As a patient gets older, the likelihood that they will become diabetic increases. Consequently, mortality and morbidity also increase, meaning that the secondary diagnosis has a large impact on the overall progression of cystic fibrosis.
The most prevalent forms of diabetes in ordinary patients are type 1 and type 2 diabetes. The most common is type 2 diabetes, which most often occurs in overweight or obese adults who either become unable to produce enough insulin, or who fail to have a proper insulin response. Type 1 diabetes is an autoimmune disorder, where the immune system attacks the pancreas and limits or destroys available insulin to the body. Insulin is key in maintaining good health, as it breaks down and absorbs energy from nutrients.

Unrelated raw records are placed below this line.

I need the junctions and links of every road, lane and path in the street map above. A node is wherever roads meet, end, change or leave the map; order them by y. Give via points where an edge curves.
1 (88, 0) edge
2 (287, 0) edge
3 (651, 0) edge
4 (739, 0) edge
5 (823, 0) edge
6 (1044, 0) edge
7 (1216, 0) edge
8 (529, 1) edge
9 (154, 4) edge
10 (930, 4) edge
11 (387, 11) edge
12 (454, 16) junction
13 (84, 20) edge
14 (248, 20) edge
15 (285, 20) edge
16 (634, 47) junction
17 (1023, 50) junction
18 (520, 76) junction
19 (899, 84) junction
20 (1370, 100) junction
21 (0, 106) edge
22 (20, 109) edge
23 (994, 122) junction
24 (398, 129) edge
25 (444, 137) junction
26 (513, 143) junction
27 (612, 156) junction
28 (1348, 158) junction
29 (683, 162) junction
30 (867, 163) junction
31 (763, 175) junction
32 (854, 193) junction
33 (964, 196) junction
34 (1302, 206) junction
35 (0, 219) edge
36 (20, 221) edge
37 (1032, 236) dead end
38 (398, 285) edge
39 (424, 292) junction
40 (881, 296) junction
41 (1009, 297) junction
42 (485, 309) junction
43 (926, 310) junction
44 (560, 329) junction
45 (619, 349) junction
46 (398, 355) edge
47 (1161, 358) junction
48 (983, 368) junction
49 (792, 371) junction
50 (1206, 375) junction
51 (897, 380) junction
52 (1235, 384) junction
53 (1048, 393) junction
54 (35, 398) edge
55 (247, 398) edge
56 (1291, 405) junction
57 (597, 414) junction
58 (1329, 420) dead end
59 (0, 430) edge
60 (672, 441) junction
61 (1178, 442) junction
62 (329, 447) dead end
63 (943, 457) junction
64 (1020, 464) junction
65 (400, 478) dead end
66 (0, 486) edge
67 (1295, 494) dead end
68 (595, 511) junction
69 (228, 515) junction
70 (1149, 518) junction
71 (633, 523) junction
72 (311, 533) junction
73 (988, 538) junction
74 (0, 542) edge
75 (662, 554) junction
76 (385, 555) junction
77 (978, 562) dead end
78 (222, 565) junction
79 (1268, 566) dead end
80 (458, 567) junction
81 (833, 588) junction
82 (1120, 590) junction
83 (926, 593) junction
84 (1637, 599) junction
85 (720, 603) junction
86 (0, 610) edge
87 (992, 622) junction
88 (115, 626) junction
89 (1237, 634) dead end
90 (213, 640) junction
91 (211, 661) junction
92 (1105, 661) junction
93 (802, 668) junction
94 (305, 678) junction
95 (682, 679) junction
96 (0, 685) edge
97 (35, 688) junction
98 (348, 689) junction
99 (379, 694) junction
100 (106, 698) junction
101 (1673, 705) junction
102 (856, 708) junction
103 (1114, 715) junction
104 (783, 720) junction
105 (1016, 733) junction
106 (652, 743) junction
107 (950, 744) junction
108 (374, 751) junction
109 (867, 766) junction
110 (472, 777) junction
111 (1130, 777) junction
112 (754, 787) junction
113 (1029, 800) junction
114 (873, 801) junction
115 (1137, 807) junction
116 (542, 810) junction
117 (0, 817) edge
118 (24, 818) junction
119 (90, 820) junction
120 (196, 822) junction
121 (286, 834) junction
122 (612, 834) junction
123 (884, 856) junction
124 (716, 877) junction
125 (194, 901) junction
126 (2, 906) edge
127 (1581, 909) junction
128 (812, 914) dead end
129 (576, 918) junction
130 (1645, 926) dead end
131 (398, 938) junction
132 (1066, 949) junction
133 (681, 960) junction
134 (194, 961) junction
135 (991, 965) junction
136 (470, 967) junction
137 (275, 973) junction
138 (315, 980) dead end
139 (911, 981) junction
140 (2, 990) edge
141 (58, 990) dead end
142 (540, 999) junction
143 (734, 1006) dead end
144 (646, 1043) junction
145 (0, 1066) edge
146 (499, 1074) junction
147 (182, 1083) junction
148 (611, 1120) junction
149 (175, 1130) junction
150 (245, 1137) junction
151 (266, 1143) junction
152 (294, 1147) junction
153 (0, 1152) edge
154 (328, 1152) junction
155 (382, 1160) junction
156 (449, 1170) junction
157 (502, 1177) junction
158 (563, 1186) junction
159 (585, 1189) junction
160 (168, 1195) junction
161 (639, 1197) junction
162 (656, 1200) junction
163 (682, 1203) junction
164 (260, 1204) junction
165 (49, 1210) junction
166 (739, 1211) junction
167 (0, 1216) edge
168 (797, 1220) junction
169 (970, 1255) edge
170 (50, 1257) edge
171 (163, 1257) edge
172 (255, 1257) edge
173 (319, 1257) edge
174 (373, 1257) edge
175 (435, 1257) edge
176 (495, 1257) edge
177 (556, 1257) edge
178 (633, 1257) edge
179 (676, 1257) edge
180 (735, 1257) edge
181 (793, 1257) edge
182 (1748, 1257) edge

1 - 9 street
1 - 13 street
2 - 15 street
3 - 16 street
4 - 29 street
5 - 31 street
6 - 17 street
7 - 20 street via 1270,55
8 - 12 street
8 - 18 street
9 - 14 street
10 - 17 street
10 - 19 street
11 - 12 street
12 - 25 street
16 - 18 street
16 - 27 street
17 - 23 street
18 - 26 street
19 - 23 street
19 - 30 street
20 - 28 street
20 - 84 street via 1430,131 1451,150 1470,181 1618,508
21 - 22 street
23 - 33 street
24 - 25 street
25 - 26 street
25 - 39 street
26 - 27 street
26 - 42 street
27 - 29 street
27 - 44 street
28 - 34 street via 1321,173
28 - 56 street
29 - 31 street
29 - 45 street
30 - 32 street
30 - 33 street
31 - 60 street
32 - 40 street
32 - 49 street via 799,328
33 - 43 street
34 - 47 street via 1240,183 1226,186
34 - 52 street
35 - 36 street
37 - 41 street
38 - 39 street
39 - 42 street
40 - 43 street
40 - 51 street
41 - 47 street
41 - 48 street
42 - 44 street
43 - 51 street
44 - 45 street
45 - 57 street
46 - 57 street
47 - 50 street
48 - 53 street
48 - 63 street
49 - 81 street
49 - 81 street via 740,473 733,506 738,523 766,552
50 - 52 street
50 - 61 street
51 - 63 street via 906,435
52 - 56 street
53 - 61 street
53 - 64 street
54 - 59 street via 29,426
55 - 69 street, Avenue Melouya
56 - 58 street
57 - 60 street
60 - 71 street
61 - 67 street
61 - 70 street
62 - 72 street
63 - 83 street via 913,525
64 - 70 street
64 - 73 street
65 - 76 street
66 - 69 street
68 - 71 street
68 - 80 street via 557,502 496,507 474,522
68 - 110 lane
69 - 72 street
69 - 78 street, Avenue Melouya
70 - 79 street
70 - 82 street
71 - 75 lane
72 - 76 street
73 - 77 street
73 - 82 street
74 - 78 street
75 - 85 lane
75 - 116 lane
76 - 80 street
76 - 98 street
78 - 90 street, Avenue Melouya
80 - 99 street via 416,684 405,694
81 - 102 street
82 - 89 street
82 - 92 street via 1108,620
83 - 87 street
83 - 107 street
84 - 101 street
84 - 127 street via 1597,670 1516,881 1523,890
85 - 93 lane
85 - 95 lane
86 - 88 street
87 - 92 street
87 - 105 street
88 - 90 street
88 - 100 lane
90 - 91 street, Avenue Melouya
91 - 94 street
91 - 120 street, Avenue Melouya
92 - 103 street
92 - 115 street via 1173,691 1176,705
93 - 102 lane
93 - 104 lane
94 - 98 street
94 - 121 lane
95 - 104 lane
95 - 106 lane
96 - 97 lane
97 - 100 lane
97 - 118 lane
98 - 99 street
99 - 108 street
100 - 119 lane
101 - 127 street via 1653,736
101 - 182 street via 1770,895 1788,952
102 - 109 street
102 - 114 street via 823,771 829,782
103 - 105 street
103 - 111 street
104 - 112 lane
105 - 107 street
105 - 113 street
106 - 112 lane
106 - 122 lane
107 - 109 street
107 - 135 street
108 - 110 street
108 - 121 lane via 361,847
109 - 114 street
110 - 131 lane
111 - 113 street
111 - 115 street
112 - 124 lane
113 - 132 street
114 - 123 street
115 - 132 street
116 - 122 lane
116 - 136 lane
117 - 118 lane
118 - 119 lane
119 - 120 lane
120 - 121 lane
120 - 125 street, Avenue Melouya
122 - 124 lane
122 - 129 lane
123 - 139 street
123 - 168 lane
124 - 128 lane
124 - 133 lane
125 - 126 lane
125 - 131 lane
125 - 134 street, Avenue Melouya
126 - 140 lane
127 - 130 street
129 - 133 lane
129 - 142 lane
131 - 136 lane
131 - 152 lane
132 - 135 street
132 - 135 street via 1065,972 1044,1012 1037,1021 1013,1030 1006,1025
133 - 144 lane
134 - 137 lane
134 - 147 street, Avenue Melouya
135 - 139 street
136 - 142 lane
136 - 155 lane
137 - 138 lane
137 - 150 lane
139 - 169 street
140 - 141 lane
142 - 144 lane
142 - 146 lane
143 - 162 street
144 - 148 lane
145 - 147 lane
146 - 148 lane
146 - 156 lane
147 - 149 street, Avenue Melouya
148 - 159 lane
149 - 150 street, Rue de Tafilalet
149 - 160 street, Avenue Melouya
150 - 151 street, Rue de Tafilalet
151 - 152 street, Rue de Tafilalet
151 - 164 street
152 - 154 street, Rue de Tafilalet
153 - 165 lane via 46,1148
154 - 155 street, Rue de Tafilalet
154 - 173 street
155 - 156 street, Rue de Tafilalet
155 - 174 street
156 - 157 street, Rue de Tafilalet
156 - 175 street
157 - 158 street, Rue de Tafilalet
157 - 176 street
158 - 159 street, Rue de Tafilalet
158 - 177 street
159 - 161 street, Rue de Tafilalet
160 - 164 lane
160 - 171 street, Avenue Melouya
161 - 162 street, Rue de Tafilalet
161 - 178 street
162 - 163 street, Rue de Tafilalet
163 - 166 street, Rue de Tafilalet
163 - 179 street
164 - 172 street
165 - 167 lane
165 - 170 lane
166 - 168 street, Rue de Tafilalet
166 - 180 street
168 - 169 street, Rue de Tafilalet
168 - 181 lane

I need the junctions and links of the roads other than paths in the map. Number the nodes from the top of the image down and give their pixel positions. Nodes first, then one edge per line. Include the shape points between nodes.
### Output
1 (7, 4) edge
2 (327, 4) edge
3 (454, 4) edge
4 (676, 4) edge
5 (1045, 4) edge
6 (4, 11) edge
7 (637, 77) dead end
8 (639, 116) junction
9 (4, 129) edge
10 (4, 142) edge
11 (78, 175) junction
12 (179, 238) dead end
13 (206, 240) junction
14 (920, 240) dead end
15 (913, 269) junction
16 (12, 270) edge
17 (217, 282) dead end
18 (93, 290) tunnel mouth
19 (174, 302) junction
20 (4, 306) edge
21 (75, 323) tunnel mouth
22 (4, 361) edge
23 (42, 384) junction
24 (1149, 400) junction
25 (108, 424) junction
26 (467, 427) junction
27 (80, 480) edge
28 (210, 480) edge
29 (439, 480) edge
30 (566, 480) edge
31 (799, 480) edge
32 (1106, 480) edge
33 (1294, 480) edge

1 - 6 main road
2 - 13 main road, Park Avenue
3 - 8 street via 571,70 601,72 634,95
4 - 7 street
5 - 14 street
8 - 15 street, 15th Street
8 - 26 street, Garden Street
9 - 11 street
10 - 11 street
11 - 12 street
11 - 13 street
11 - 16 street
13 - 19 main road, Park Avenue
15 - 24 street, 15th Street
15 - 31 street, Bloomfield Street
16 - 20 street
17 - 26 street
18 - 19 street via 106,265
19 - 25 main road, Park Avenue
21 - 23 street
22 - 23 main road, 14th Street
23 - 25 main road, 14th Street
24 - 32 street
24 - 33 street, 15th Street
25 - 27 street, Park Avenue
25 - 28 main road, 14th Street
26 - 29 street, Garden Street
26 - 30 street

CFRD tends to present with a mixture of symptoms from type 1 and type 2 diabetes. In the case of CFRD patients, the problem is not an autoimmune problem, but the individual will be insulin deficient like a type 1 diabetes patient would be. They are like type 2 diabetes patients in that they are unable to produce enough insulin to maintain health, but unlike type 2 diabetes patients, insulin injections will not always work right away to remedy blood sugar problems.
The Cystic Fibrosis Foundation cites scarring of the pancreas as the root of the problem, and as the cause of CFRD. They believe that the scarring limits the pancreas’s ability to produce insulin, which explains why CFRD patients present with the unique form of diabetes. Recently, a professor at Kyoto Prefectural University of Medicine in Japan took a closer look at the relationship between insulin production and cystic fibrosis, and his findings suggest that the cause and effects of CFRD may be more complicated than originally thought.
Searching for a link
Yoshinori Marunaka is a Professor at Kyoto Prefectural University of Medicine, where he serves as Chairman of the Department of Molecular Cell Physiology at the Graduate School of Medical Science. He recently led a review of studies that had previously examined the relationships between the gene that causes cystic fibrosis and insulin. The mutated cystic fibrosis gene causes defects in the cystic fibrosis transmembrane conductance regulator (CFTR) protein, which Marukana suspected had a significant role in the development of cystic fibrosis-related diabetes.
Researchers had long been able to verify that the defective CFTR protein had a role to play in the production of insulin, but they were unsure as to what exactly that role was. Damage to the pancreas is common in almost all cystic fibrosis patients, but there seemed to be no way of determining exactly how the defective CFTR protein was responsible, if at all. Cystic fibrosis affects so many areas of the body that researchers were content to chalk it all up to fibrotic scarring, which allowed them to treat it.